W Kijowie doszło do niecodziennej sytuacji. Przewodniczący Rady Najwyższej, Rusłan Stefanczuk, podjął decyzję o przerwaniu trwającej sesji parlamentarnej. Powodem była blokada mównicy przez posłów, co uniemożliwiło dalsze obrady. Podczas posiedzenia debatowano nad nową wersją umowy dotyczącej wykorzystania ukraińskich minerałów przez USA.
Zgromadzenie miało skupić się na omówieniu nowej wersji umowy dotyczącej wykorzystywania ukraińskich zasobów naturalnych, zaproponowanej przez Stany Zjednoczone.

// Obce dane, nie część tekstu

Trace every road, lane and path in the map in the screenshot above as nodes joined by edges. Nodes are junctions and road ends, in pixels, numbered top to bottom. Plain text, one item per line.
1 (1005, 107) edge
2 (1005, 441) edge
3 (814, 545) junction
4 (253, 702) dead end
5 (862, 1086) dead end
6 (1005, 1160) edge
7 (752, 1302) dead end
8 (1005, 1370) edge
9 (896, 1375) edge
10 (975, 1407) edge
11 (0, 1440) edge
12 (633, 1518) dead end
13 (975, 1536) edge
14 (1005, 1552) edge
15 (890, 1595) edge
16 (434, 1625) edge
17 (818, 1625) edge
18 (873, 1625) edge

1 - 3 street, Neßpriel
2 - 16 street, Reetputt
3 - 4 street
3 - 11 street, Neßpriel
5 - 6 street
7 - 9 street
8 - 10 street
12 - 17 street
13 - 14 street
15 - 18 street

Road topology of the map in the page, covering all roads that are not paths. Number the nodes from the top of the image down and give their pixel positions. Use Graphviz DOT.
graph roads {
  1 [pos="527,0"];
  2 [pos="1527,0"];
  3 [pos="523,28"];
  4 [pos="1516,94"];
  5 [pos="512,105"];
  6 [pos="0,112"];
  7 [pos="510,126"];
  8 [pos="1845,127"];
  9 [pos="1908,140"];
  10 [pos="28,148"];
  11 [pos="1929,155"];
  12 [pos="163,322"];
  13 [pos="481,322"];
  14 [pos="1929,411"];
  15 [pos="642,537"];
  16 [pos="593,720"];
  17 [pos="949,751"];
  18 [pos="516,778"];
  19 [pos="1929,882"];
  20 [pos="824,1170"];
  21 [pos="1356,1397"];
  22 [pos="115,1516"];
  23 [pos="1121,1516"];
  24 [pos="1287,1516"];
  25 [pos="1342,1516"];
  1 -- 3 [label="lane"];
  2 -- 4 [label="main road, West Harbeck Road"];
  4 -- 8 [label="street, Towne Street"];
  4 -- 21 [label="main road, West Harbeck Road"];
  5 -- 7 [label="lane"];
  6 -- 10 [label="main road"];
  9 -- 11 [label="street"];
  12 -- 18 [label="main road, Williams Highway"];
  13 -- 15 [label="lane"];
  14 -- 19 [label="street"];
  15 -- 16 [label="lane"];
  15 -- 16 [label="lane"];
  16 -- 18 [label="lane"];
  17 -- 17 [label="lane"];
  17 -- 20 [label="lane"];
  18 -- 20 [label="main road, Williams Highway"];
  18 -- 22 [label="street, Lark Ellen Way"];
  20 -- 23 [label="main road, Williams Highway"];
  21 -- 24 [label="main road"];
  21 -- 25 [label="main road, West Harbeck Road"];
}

Propozycja ta została przedstawiona w trakcie niedawnych rozmów z ukraińską delegacją.
Polityk ukraińskiej partii Głos Jarosław Żelezniak przekazał, że obrady parlamentarne zostały przerwane w trakcie przedstawiania szczegółów projektu.
"Krótko: wygłoszono przemówienie w Radzie na temat obrazy parlamentu i nowego porozumienia w sprawie minerałów. Przerwano dalsze spotkanie. Dlatego, drodzy przyjaciele dziennikarze, dziś ani przez najbliższe dwa tygodnie w ogóle nie pojawi się w rejestrach projekt ustawy nr 11533" - napisał polityk na kanale Telegram w mediach społecznościowych.
W dalszych wpisach zasugerował, że projekt umowy mineralnej z USA jest obecnie przedmiotem intensywnych negocjacji i że oczekuje się wprowadzenia do niego zmian. Wskazał również, że strona amerykańska "od razu podniosła stawkę do nieba".
Nowa wersja umowy, licząca 58 stron, wywołuje kontrowersje ze względu na rozszerzenie zakresu zasobów naturalnych, do których Amerykanie mieliby dostęp. Oprócz minerałów ziem rzadkich mowa jest także o ropie naftowej i gazie.
Co więcej, umowa przewiduje, że USA miałyby pierwszeństwo w decyzjach dotyczących nowych inwestycji infrastrukturalnych oraz możliwość zakazu sprzedaży zasobów innym krajom. Zmiany w projekcie mogłyby zostać wprowadzone tylko za zgodą Stanów Zjednoczonych.